Love and dedication, on the other hand, are definitely the main ingredients in the working methods of San Fereolo. And everything starts in the vineyard, where dedication and attention but also a great humbleness must be applied. For Nicoletta it is just as much about listening to and observing nature as guiding it.
Since every intervention in the vineyard brings a consequence, the winegrower must be careful and caring and understand that we depend on nature. If we don´t listen to nature we do not get the result we wish, so finding this balance is fundamental.
Reality as a Process
It might take some effort to understand what biodynamics is about, but, says Nicoletta, it is worth it. The biodynamic approach allows for the possibility to go beyond the single physical details of winemaking and to achieve a more holistic perspective. It offers a sensibility and foresight which is not common in other agricultural methods.
Biodynamics has a conception of reality as a set of processes. Within this view, the winemaker is, rather than a manipulator, a mediator who observes and reacts to the processes already occurring in nature. By assisting nature in its own evolution, the inherent potential of the grape is allowed to be expressed. Nicoletta describes the natural wine world as having been essential as a reaction to a too technical idea of winemaking that has dominated for long.
The natural wine world in this way has challenged and called into question old norms, which is positive. Probably, says Nicoletta, just like what happens to many people during teenage years when trying out new ideas, sooner or later we will turn back to our roots, but with a new outlook on things. In the same way, biodynamics works as a way of amplifying the vision of the world. This does not mean denying what we know but rather integrating and going beyond it.
Dogliani, Land of Dolcetto
The winemaking area Dogliani DOCG in the south of Piedmont is known for being an excellent area for growing the Dolcetto grape. Already in 1593 the first written documentation attesting the ancient roots of the grape in this territory has been found. When starting to produce wine, Nicoletta immediately wanted to valorize Dolcetto, a variety whose potential perhaps has been underrated historically.
Dolcetto wines are generally considered simple table wines not adapted for aging. San Fereolo works with changing this perception through the exploration of the aging potential and character of this tannic variety, for instance through fermentation and aging in wooden barrels. In a time where many winemakers focus on the prestige of various “crus”, Nicoletta's focus is different; she is on a journey to discover the evolution of Dolcetto through time and wants to communicate the qualities of different vintages.
The work of San Fereolo implies great attention to the grapes in the vineyards as well as in the cellar, applying the principles of biodynamic agriculture to enhance the soil fertility and the use of copper and sulfur in very small quantities. According to Nicoletta the biodynamic approach helps to give the Dolcetto grapes a more interesting character and higher vitality.
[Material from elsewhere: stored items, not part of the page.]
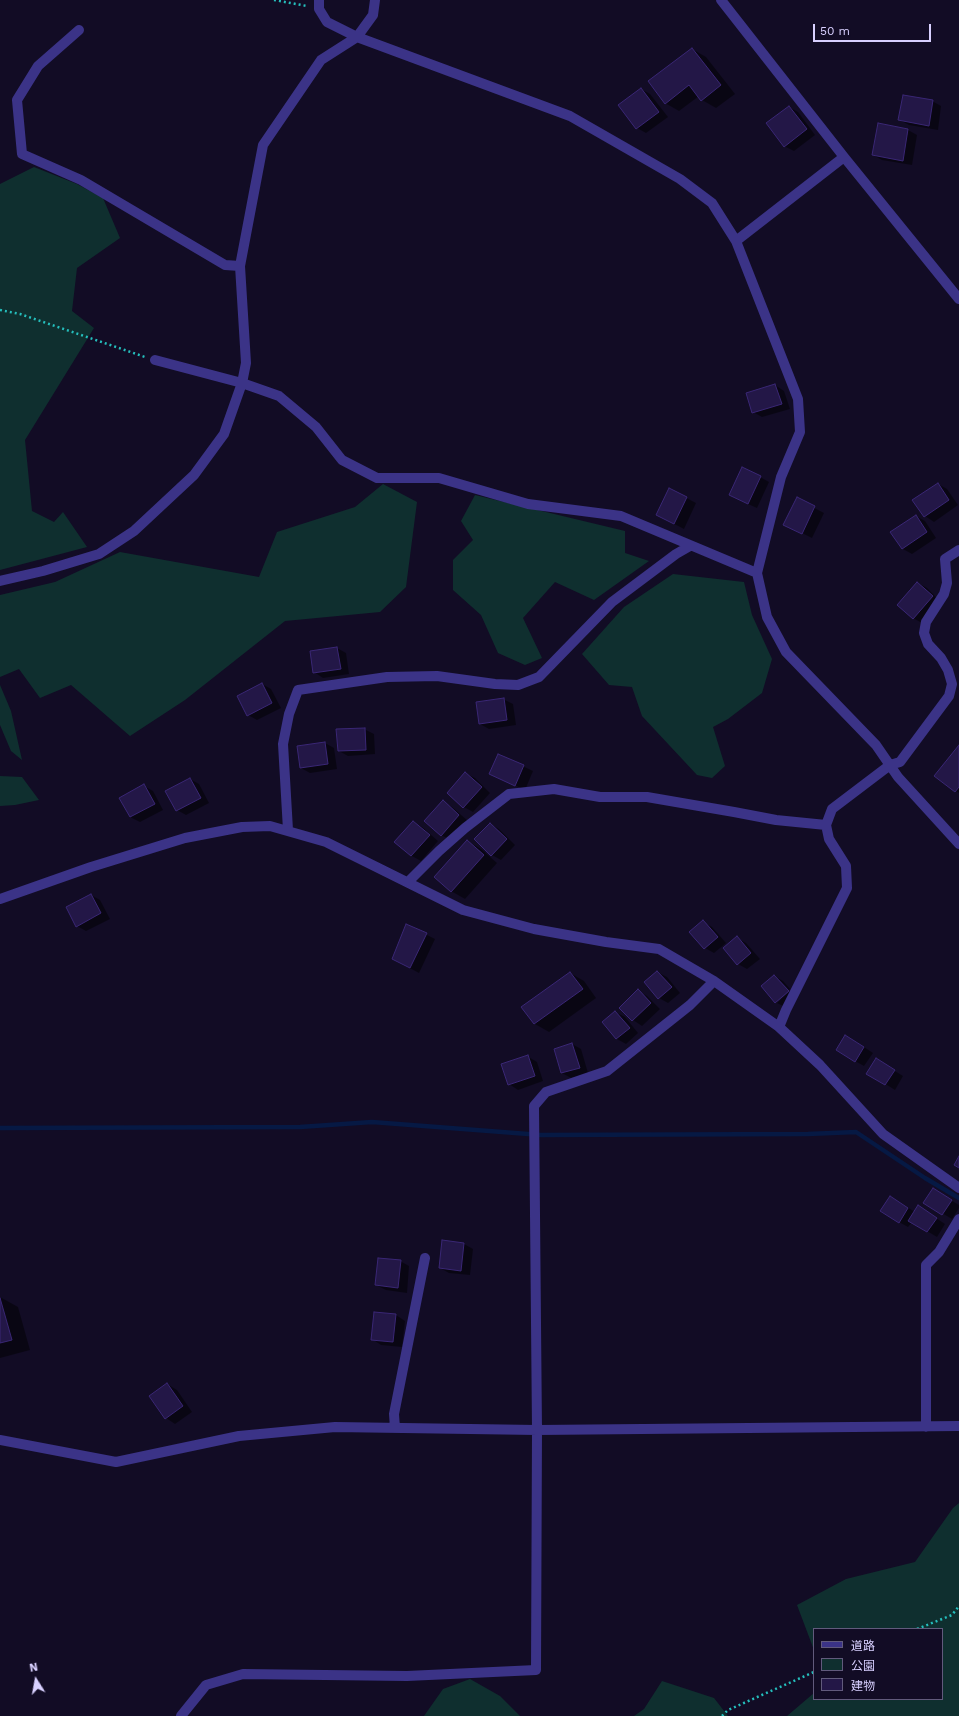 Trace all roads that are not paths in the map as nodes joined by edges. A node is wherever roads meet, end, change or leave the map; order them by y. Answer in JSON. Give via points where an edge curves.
{"nodes":[{"id":1,"x":375,"y":0,"type":"edge"},
{"id":2,"x":721,"y":0,"type":"edge"},
{"id":3,"x":319,"y":4,"type":"edge"},
{"id":4,"x":79,"y":30,"type":"dead end"},
{"id":5,"x":357,"y":36,"type":"junction"},
{"id":6,"x":844,"y":157,"type":"junction"},
{"id":7,"x":736,"y":241,"type":"junction"},
{"id":8,"x":240,"y":266,"type":"junction"},
{"id":9,"x":959,"y":299,"type":"edge"},
{"id":10,"x":155,"y":360,"type":"road end"},
{"id":11,"x":242,"y":383,"type":"junction"},
{"id":12,"x":690,"y":546,"type":"junction"},
{"id":13,"x":959,"y":550,"type":"edge"},
{"id":14,"x":757,"y":573,"type":"junction"},
{"id":15,"x":0,"y":581,"type":"edge"},
{"id":16,"x":890,"y":765,"type":"junction"},
{"id":17,"x":826,"y":825,"type":"junction"},
{"id":18,"x":288,"y":830,"type":"junction"},
{"id":19,"x":959,"y":844,"type":"edge"},
{"id":20,"x":408,"y":882,"type":"junction"},
{"id":21,"x":0,"y":898,"type":"edge"},
{"id":22,"x":714,"y":981,"type":"junction"},
{"id":23,"x":779,"y":1027,"type":"junction"},
{"id":24,"x":959,"y":1188,"type":"edge"},
{"id":25,"x":959,"y":1219,"type":"edge"},
{"id":26,"x":425,"y":1258,"type":"dead end"},
{"id":27,"x":959,"y":1426,"type":"edge"},
{"id":28,"x":926,"y":1427,"type":"junction"},
{"id":29,"x":395,"y":1428,"type":"junction"},
{"id":30,"x":537,"y":1430,"type":"junction"},
{"id":31,"x":0,"y":1440,"type":"edge"},
{"id":32,"x":181,"y":1716,"type":"edge"}],
"edges":[{"from":1,"to":5,"type":"street","via":[[373,15]]},
{"from":2,"to":6,"type":"street"},
{"from":3,"to":5,"type":"street","via":[[327,22]]},
{"from":4,"to":8,"type":"street","via":[[38,66],[16,100],[22,154],[81,180],[225,264]]},
{"from":5,"to":7,"type":"street","via":[[570,116],[680,179],[712,203]]},
{"from":5,"to":8,"type":"street","via":[[321,60],[263,146]]},
{"from":6,"to":7,"type":"street"},
{"from":6,"to":9,"type":"street"},
{"from":7,"to":14,"type":"street","via":[[798,399],[800,432],[781,477]]},
{"from":8,"to":11,"type":"street","via":[[246,363]]},
{"from":10,"to":11,"type":"street"},
{"from":11,"to":12,"type":"street","via":[[278,396],[316,427],[342,460],[377,478],[439,478],[528,504],[622,516]]},
{"from":11,"to":15,"type":"street","via":[[220,440],[194,475],[134,531],[99,554]]},
{"from":12,"to":14,"type":"street"},
{"from":12,"to":18,"type":"street","via":[[612,602],[539,677],[518,685],[437,676],[387,677],[298,690],[289,714],[283,744]]},
{"from":13,"to":16,"type":"street","via":[[945,559],[947,583],[944,594],[926,622],[924,633],[928,644],[948,670],[952,684],[949,696],[900,762]]},
{"from":14,"to":16,"type":"street","via":[[767,617],[786,652],[876,745]]},
{"from":16,"to":17,"type":"street","via":[[832,809]]},
{"from":16,"to":19,"type":"street","via":[[898,778]]},
{"from":17,"to":20,"type":"street","via":[[776,820],[647,797],[600,797],[554,789],[509,794],[460,832]]},
{"from":17,"to":23,"type":"street","via":[[829,839],[846,866],[846,888]]},
{"from":18,"to":20,"type":"street","via":[[326,842]]},
{"from":18,"to":21,"type":"street","via":[[270,826],[242,826],[185,838]]},
{"from":20,"to":22,"type":"street","via":[[463,910],[534,930],[659,949]]},
{"from":22,"to":23,"type":"street"},
{"from":22,"to":30,"type":"street","via":[[690,1005],[607,1071],[546,1092],[534,1106]]},
{"from":23,"to":24,"type":"street","via":[[820,1065],[883,1134]]},
{"from":25,"to":28,"type":"street","via":[[939,1252],[926,1265]]},
{"from":26,"to":29,"type":"street","via":[[394,1414]]},
{"from":27,"to":28,"type":"street"},
{"from":28,"to":30,"type":"street"},
{"from":29,"to":30,"type":"street"},
{"from":29,"to":31,"type":"street","via":[[334,1427],[239,1436],[116,1462]]},
{"from":30,"to":32,"type":"street","via":[[536,1670],[407,1676],[243,1674],[206,1685]]}]}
Today, when many producers in Piedmont are converting their vineyards to Nebbiolo grapes to focus on the more prestigious and economically lucrative wines, the effort of San Fereolo is admirable and important. The great strength of Piedmont as a wine region is its big variety giving birth to many different wines, a diversity which hopefully can be kept alive through the hard work of producers such as San Fereolo.